| Task item |
Your output should be the entries below, exact in every detail.

______

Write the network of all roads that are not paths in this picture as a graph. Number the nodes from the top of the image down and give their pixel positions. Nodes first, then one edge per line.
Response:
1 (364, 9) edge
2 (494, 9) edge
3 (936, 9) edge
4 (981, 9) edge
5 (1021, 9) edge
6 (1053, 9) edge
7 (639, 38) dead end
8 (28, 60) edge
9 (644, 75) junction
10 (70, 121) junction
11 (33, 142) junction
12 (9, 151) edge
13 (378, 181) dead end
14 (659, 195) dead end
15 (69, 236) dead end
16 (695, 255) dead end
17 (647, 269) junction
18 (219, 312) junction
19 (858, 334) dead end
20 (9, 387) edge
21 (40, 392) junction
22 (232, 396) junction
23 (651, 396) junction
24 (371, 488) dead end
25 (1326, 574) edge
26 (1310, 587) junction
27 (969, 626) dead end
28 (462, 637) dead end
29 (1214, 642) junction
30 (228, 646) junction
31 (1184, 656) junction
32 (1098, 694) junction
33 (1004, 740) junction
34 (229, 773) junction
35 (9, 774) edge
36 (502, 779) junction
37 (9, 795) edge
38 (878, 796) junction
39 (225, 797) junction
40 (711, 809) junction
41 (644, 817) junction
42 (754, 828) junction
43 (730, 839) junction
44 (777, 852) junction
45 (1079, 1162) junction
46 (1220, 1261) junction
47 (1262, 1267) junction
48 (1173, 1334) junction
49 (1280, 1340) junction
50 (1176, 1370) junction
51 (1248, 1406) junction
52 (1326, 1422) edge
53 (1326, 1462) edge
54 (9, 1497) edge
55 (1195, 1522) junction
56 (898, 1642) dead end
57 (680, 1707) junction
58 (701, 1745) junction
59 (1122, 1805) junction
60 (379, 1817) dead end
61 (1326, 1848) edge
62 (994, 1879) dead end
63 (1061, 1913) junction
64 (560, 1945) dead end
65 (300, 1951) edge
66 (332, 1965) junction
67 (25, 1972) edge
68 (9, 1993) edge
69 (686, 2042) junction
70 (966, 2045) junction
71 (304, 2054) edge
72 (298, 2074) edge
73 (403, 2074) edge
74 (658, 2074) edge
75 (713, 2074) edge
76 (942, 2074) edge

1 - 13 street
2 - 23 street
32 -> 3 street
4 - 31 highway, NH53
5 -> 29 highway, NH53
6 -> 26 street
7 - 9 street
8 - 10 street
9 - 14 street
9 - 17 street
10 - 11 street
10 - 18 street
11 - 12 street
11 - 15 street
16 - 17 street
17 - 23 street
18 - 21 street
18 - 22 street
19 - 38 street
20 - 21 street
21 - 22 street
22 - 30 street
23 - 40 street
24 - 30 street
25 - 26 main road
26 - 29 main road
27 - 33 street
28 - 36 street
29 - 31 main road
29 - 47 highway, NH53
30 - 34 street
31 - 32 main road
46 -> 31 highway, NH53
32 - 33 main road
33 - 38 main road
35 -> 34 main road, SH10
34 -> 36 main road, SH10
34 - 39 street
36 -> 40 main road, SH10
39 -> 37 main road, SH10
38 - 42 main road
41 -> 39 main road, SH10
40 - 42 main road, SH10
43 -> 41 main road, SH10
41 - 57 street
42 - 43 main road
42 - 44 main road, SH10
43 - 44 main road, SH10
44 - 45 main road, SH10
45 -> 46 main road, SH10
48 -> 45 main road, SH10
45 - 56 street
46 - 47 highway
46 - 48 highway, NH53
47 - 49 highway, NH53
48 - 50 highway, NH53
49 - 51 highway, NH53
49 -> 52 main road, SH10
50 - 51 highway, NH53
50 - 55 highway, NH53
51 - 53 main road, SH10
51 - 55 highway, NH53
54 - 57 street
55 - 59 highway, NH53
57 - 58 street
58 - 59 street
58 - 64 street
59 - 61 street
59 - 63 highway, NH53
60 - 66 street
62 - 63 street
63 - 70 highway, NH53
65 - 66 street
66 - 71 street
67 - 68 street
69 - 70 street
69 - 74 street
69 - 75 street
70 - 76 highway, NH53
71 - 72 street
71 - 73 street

______

| Expected output |
Write the network of all roads that are not paths in this picture as a graph. Number the nodes from the top of the image down and give their pixel positions. Nodes first, then one edge per line.
Response:
1 (364, 9) edge
2 (494, 9) edge
3 (936, 9) edge
4 (981, 9) edge
5 (1021, 9) edge
6 (1053, 9) edge
7 (639, 38) dead end
8 (28, 60) edge
9 (644, 75) junction
10 (70, 121) junction
11 (33, 142) junction
12 (9, 151) edge
13 (378, 181) dead end
14 (659, 195) dead end
15 (69, 236) dead end
16 (695, 255) dead end
17 (647, 269) junction
18 (219, 312) junction
19 (858, 334) dead end
20 (9, 387) edge
21 (40, 392) junction
22 (232, 396) junction
23 (651, 396) junction
24 (371, 488) dead end
25 (1326, 574) edge
26 (1310, 587) junction
27 (969, 626) dead end
28 (462, 637) dead end
29 (1214, 642) junction
30 (228, 646) junction
31 (1184, 656) junction
32 (1098, 694) junction
33 (1004, 740) junction
34 (229, 773) junction
35 (9, 774) edge
36 (502, 779) junction
37 (9, 795) edge
38 (878, 796) junction
39 (225, 797) junction
40 (711, 809) junction
41 (644, 817) junction
42 (754, 828) junction
43 (730, 839) junction
44 (777, 852) junction
45 (1079, 1162) junction
46 (1220, 1261) junction
47 (1262, 1267) junction
48 (1173, 1334) junction
49 (1280, 1340) junction
50 (1176, 1370) junction
51 (1248, 1406) junction
52 (1326, 1422) edge
53 (1326, 1462) edge
54 (9, 1497) edge
55 (1195, 1522) junction
56 (898, 1642) dead end
57 (680, 1707) junction
58 (701, 1745) junction
59 (1122, 1805) junction
60 (379, 1817) dead end
61 (1326, 1848) edge
62 (994, 1879) dead end
63 (1061, 1913) junction
64 (560, 1945) dead end
65 (300, 1951) edge
66 (332, 1965) junction
67 (25, 1972) edge
68 (9, 1993) edge
69 (686, 2042) junction
70 (966, 2045) junction
71 (304, 2054) edge
72 (298, 2074) edge
73 (403, 2074) edge
74 (658, 2074) edge
75 (713, 2074) edge
76 (942, 2074) edge

1 - 13 street
2 - 23 street
32 -> 3 street
4 - 31 highway, NH53
5 -> 29 highway, NH53
6 -> 26 street
7 - 9 street
8 - 10 street
9 - 14 street
9 - 17 street
10 - 11 street
10 - 18 street
11 - 12 street
11 - 15 street
16 - 17 street
17 - 23 street
18 - 21 street
18 - 22 street
19 - 38 street
20 - 21 street
21 - 22 street
22 - 30 street
23 - 40 street
24 - 30 street
25 - 26 main road
26 - 29 main road
27 - 33 street
28 - 36 street
29 - 31 main road
29 - 47 highway, NH53
30 - 34 street
31 - 32 main road
46 -> 31 highway, NH53
32 - 33 main road
33 - 38 main road
35 -> 34 main road, SH10
34 -> 36 main road, SH10
34 - 39 street
36 -> 40 main road, SH10
39 -> 37 main road, SH10
38 - 42 main road
41 -> 39 main road, SH10
40 - 42 main road, SH10
43 -> 41 main road, SH10
41 - 57 street
42 - 43 main road
42 - 44 main road, SH10
43 - 44 main road, SH10
44 - 45 main road, SH10
45 -> 46 main road, SH10
48 -> 45 main road, SH10
45 - 56 street
46 - 47 highway
46 - 48 highway, NH53
47 - 49 highway, NH53
48 - 50 highway, NH53
49 - 51 highway, NH53
49 -> 52 main road, SH10
50 - 51 highway, NH53
50 - 55 highway, NH53
51 - 53 main road, SH10
51 - 55 highway, NH53
54 - 57 street
55 - 59 highway, NH53
57 - 58 street
58 - 59 street
58 - 64 street
59 - 61 street
59 - 63 highway, NH53
60 - 66 street
62 - 63 street
63 - 70 highway, NH53
65 - 66 street
66 - 71 street
67 - 68 street
69 - 70 street
69 - 74 street
69 - 75 street
70 - 76 highway, NH53
71 - 72 street
71 - 73 street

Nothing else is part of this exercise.